Variable-pair statistics need two variables to be computed. Examples are correlation coefficients (Pearson, Spearman, Kendall), Cramér’s V, Goodman-Kruskal Tau and Lambda, etc.
Pearson correlation measures the strength of linear relationship between two continuous variables:
set.seed(101)
# Relationship between petal length and width for each species
iris |>
group_by(Species) |>
ci_boot(
Petal.Length, Petal.Width,
FUN = cor, method = "pearson",
R = 1000, bci.method = "bca"
)
#> # A tibble: 3 × 4
#> Species cor lwr.ci upr.ci
#> <fct> <dbl> <dbl> <dbl>
#> 1 setosa 0.332 0.0649 0.517
#> 2 versicolor 0.787 0.665 0.868
#> 3 virginica 0.322 0.111 0.514
Note 1: method
is an argument of
function cor()
.
Note 2: If the CI does not include 0, there is likely a
real correlation.
Spearman correlation measures rank (monotonic non-linear) relationship between two continuous variables:
set.seed(101)
# Correlation between petal length and width
iris |>
group_by(Species) |>
ci_boot(
Petal.Length, Petal.Width,
FUN = cor, method = "spearman",
R = 1000, bci.method = "bca"
)
#> # A tibble: 3 × 4
#> Species cor lwr.ci upr.ci
#> <fct> <dbl> <dbl> <dbl>
#> 1 setosa 0.271 -0.00466 0.510
#> 2 versicolor 0.787 0.615 0.875
#> 3 virginica 0.363 0.111 0.591
Results: All three species show strong positive correlations.

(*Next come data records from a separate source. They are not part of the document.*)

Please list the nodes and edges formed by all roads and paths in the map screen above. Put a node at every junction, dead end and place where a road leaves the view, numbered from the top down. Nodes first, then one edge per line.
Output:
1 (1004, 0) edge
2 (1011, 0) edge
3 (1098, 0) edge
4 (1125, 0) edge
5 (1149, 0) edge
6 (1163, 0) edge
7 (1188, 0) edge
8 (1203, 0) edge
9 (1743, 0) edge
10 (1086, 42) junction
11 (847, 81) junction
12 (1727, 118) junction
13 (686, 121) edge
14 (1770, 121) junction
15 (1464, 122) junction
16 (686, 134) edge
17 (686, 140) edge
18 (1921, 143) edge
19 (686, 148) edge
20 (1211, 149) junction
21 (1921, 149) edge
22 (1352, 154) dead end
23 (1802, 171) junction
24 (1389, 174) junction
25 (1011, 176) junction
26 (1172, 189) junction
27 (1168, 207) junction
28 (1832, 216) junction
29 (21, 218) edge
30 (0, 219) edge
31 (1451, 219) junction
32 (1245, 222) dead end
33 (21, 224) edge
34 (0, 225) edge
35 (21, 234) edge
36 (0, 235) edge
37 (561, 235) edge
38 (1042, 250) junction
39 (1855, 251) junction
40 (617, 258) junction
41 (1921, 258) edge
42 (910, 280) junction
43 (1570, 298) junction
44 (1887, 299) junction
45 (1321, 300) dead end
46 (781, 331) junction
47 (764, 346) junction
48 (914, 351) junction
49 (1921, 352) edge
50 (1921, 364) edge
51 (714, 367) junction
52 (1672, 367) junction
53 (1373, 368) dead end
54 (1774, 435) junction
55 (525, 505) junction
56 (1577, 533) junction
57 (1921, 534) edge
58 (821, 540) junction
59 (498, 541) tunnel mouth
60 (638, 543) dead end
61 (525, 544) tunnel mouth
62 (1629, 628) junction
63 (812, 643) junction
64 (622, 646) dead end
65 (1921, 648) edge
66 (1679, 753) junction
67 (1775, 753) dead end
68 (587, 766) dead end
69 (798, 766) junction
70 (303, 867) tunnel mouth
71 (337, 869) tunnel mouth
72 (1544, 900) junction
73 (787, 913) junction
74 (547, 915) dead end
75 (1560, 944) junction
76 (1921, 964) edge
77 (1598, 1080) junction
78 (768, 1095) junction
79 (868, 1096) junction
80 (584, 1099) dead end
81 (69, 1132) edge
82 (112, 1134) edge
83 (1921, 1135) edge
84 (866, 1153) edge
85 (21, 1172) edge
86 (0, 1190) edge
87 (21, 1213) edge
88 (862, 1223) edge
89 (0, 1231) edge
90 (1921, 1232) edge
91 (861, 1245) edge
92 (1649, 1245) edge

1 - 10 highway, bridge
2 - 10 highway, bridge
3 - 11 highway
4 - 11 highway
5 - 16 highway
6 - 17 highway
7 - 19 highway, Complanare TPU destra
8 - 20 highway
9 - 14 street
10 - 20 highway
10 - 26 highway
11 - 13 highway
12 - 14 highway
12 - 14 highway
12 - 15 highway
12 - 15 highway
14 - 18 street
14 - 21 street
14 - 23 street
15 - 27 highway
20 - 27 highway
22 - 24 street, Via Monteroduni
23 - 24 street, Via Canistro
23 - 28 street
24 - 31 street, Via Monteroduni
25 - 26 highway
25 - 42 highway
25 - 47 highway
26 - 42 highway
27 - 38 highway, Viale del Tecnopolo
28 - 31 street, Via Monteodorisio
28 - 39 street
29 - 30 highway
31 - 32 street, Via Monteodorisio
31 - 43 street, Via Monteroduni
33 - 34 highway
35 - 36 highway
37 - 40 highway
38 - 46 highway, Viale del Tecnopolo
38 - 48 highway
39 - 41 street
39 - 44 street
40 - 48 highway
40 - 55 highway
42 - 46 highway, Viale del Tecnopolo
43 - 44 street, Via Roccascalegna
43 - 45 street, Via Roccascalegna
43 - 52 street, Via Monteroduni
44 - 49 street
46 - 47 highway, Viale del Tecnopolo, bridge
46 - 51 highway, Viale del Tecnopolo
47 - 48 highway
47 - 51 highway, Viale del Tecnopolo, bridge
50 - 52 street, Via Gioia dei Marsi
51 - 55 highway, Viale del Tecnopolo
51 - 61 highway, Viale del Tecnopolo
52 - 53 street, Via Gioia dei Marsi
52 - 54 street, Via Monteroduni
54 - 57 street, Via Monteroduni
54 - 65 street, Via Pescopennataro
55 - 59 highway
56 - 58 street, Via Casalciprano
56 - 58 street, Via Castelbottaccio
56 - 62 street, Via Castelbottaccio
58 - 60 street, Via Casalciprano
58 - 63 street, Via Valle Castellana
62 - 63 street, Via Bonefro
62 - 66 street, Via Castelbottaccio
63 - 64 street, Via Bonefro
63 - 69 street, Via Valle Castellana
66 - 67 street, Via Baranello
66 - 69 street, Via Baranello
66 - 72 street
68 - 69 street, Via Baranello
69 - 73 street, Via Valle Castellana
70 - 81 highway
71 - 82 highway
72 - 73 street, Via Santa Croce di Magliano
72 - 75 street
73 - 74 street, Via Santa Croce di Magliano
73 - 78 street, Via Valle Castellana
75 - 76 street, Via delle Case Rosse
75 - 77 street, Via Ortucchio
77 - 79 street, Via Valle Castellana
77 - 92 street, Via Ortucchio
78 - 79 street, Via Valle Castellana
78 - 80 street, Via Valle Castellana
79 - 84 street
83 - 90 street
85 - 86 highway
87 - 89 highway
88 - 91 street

The package offers several bootstrap methods. They are set using the
bci.method
argument. Different methods can give slightly
different results. Let’s look at two examples:
bca
– Bias-Corrected and Accelerated
(BCa) bootstrap CI (recommended default)perc
– Percentile bootstrap CIset.seed(222)
# Percentile method (simpler, more robust)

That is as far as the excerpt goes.